───── Records provided

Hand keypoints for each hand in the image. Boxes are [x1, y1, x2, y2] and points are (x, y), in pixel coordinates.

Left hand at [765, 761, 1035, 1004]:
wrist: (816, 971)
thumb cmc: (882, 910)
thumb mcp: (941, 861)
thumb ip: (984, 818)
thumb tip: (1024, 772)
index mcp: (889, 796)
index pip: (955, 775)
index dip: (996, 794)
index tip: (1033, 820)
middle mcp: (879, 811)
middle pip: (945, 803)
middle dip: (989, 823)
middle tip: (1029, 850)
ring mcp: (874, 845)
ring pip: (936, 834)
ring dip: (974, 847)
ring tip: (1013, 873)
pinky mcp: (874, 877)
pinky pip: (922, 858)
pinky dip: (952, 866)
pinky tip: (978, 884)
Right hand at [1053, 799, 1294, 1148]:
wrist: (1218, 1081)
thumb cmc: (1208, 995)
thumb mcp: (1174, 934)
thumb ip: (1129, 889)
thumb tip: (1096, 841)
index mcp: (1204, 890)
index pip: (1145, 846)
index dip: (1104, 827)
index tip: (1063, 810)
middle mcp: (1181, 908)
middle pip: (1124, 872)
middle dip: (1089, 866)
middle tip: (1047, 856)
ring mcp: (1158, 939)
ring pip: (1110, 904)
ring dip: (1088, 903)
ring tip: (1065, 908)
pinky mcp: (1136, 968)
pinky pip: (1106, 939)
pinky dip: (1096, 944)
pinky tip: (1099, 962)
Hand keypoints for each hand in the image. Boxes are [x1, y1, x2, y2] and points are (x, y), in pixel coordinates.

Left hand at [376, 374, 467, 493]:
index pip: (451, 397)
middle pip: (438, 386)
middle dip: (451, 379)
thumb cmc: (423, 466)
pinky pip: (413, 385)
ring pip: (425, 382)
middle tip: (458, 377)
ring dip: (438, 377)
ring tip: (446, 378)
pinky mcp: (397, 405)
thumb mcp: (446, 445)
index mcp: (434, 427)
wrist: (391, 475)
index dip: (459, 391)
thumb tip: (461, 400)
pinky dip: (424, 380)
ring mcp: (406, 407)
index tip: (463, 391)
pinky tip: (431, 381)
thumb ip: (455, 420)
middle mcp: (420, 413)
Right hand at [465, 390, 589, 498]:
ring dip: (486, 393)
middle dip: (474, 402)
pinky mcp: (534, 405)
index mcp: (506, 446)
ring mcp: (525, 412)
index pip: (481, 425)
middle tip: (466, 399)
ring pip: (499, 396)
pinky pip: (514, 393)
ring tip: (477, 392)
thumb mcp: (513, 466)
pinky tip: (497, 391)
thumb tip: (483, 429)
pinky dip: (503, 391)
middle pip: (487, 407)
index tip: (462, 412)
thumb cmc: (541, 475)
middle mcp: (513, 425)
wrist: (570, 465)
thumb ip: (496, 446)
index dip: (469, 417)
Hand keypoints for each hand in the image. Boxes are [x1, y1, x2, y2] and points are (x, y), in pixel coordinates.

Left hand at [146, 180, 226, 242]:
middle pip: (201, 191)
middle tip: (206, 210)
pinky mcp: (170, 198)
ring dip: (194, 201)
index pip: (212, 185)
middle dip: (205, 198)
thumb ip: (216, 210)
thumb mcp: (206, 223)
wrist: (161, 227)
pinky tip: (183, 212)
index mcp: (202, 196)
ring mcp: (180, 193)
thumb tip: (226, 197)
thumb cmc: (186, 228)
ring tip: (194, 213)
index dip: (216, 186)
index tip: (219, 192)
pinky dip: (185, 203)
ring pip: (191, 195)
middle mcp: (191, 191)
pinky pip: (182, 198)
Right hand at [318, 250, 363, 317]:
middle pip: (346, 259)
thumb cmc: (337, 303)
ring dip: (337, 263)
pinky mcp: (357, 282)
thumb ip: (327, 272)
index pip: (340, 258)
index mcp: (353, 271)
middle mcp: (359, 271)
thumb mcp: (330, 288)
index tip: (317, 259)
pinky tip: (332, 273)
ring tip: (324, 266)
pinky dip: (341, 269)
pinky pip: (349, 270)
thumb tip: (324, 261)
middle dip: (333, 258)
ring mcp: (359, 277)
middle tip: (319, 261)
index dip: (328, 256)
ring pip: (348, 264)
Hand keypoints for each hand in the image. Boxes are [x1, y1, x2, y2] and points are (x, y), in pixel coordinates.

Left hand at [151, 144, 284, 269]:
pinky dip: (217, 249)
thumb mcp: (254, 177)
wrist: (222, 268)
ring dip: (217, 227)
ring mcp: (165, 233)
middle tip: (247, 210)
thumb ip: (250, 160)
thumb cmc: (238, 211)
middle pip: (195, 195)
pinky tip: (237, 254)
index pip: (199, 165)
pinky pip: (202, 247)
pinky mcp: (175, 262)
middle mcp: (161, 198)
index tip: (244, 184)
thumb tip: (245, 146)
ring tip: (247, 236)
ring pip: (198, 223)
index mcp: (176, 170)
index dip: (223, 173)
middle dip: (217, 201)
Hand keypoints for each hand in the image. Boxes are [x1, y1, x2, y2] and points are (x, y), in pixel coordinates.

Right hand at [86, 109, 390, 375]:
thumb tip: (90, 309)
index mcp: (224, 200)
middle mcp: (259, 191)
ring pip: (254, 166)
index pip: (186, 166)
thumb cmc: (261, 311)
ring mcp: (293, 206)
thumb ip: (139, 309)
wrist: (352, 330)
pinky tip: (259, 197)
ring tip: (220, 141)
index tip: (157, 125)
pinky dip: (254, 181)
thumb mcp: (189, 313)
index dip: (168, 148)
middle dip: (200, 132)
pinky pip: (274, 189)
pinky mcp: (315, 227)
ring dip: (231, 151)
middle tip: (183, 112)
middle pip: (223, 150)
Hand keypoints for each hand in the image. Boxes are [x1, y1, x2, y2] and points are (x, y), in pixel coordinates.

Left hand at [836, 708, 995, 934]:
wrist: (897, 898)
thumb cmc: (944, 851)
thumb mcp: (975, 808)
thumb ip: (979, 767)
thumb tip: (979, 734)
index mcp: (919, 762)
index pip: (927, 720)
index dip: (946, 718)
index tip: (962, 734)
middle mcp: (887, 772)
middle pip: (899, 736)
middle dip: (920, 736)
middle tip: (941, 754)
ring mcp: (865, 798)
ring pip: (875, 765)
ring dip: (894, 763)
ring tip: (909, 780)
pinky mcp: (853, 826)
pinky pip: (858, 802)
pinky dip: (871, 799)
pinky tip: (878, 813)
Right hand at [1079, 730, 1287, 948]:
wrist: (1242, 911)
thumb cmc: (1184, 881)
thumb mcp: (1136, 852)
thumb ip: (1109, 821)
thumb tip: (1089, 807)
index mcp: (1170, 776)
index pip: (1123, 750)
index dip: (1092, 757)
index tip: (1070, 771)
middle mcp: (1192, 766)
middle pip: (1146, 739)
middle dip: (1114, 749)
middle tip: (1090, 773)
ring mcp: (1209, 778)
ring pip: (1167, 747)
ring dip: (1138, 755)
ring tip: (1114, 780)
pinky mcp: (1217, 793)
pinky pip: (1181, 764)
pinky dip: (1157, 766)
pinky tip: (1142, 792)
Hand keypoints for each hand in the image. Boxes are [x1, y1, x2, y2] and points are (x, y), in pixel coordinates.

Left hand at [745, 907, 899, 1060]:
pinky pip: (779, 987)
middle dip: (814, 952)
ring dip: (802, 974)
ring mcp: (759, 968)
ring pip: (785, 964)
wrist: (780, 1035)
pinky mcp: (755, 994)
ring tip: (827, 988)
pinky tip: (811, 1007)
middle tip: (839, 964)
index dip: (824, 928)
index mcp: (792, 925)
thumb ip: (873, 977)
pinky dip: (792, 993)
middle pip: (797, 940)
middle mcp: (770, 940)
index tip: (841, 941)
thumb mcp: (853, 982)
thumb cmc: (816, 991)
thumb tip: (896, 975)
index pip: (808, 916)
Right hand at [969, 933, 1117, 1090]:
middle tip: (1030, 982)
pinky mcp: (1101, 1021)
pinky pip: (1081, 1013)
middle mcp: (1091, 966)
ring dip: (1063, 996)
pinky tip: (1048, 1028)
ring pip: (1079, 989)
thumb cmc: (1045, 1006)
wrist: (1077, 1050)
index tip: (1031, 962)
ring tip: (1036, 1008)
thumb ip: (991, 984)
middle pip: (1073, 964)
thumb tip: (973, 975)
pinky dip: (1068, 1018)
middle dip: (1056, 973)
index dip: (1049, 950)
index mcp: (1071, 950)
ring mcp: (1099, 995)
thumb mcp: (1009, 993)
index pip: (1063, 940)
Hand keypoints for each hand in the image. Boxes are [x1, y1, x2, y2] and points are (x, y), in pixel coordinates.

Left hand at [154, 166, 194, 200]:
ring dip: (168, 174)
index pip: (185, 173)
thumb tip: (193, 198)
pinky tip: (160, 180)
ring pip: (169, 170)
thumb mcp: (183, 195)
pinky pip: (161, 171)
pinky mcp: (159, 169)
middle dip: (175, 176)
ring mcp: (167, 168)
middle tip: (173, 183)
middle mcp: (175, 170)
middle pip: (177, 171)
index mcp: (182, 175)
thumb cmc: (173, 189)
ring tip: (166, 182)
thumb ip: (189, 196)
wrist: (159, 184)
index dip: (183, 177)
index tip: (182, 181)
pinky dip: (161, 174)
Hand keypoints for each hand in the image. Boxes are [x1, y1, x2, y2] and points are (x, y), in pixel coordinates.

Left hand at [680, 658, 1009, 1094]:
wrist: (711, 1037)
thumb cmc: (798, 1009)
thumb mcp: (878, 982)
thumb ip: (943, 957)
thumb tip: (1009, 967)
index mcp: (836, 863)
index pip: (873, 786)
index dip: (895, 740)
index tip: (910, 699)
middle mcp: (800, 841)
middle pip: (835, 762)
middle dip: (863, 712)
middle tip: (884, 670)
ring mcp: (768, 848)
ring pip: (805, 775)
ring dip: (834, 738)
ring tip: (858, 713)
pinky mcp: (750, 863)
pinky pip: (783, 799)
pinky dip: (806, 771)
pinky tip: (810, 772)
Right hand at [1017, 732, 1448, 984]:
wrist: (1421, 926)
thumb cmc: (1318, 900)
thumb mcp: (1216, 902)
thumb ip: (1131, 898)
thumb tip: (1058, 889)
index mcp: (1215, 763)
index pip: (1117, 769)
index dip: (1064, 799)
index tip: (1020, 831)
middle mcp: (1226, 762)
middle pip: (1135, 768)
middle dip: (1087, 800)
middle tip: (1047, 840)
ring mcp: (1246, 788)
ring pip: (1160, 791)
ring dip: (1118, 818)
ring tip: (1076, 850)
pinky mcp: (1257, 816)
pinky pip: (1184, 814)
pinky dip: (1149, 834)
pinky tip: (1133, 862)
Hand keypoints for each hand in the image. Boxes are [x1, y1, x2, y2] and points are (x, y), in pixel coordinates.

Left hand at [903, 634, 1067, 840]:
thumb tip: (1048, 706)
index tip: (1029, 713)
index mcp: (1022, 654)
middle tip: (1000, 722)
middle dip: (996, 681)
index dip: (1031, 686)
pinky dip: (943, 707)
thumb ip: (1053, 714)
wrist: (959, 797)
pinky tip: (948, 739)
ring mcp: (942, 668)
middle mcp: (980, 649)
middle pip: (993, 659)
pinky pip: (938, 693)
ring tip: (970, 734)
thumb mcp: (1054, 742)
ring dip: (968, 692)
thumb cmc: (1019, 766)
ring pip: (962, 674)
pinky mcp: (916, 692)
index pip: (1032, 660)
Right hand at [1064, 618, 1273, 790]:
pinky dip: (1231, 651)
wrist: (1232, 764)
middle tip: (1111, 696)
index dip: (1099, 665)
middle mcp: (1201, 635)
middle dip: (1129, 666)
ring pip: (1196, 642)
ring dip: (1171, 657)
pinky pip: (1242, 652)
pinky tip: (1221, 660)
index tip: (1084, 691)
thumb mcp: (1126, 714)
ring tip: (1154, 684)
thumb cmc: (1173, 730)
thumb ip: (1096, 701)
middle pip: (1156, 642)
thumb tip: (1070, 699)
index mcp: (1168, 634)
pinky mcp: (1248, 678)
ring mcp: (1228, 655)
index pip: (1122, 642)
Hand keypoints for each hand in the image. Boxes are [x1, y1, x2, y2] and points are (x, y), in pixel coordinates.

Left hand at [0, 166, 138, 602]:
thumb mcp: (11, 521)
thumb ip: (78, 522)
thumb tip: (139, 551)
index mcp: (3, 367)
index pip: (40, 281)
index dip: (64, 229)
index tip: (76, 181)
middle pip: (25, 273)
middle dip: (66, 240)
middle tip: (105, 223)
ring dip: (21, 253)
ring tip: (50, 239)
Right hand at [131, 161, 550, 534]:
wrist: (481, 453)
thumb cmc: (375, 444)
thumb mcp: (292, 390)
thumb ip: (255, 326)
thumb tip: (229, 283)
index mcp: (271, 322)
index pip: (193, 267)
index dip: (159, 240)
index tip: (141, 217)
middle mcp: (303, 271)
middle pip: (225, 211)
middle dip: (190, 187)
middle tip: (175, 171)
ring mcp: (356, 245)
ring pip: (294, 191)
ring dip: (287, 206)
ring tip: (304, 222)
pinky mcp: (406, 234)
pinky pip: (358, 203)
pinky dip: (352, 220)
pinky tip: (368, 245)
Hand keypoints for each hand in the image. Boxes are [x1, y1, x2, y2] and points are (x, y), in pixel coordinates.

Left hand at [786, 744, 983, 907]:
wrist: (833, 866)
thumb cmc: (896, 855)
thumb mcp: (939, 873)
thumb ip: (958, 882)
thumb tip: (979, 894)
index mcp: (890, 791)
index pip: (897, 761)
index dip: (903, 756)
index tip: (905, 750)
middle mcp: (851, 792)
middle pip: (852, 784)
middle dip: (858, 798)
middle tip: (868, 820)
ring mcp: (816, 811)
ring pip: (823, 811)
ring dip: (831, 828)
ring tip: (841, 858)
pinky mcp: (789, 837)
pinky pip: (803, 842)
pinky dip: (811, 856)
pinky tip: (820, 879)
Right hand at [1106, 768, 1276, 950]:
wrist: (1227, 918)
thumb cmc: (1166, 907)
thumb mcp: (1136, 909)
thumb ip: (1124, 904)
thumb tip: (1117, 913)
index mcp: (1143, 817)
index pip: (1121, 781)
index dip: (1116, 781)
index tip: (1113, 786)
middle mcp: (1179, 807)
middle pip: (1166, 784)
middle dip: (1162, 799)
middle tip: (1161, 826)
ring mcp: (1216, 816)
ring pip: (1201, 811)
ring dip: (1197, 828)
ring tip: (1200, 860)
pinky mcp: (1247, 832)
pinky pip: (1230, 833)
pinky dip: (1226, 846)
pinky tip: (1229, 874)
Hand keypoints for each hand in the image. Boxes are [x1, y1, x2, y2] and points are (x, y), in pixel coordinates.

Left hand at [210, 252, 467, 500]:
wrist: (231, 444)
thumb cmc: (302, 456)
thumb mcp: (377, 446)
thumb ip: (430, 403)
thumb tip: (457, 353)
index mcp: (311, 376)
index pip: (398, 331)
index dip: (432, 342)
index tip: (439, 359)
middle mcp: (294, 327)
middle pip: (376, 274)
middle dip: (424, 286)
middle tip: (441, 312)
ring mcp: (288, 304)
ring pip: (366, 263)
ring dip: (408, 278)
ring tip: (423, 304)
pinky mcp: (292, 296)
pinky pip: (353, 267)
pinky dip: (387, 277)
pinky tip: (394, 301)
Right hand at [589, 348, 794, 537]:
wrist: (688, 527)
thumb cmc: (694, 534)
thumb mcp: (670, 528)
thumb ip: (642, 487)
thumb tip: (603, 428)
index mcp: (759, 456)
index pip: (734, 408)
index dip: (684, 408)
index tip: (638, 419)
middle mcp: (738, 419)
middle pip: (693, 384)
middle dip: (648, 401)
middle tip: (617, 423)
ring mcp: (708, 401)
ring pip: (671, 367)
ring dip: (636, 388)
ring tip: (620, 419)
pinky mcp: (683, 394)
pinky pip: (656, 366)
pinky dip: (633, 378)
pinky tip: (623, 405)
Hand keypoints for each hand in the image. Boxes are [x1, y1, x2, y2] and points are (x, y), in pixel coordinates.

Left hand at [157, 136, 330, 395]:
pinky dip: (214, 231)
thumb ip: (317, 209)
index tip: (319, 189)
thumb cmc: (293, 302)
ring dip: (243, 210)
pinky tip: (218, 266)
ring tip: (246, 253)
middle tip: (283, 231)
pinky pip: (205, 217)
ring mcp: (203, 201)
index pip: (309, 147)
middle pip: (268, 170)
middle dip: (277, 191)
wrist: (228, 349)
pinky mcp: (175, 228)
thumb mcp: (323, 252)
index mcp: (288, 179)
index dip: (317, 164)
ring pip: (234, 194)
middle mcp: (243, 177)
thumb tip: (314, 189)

──────────

▶ [Action item]: Look above for the line containing "thumb mcp: (1009, 993)" and the line containing "thumb tip: (193, 198)". Transcribe both, with the lines between them, exactly.

▶ [Task output]:
thumb mcp: (1009, 993)
index pip: (1063, 940)
Hand keypoints for each hand in the image. Boxes are [x1, y1, x2, y2] and points are (x, y), in pixel coordinates.

Left hand at [154, 166, 194, 200]:
ring dip: (168, 174)
index pip: (185, 173)
thumb tip: (193, 198)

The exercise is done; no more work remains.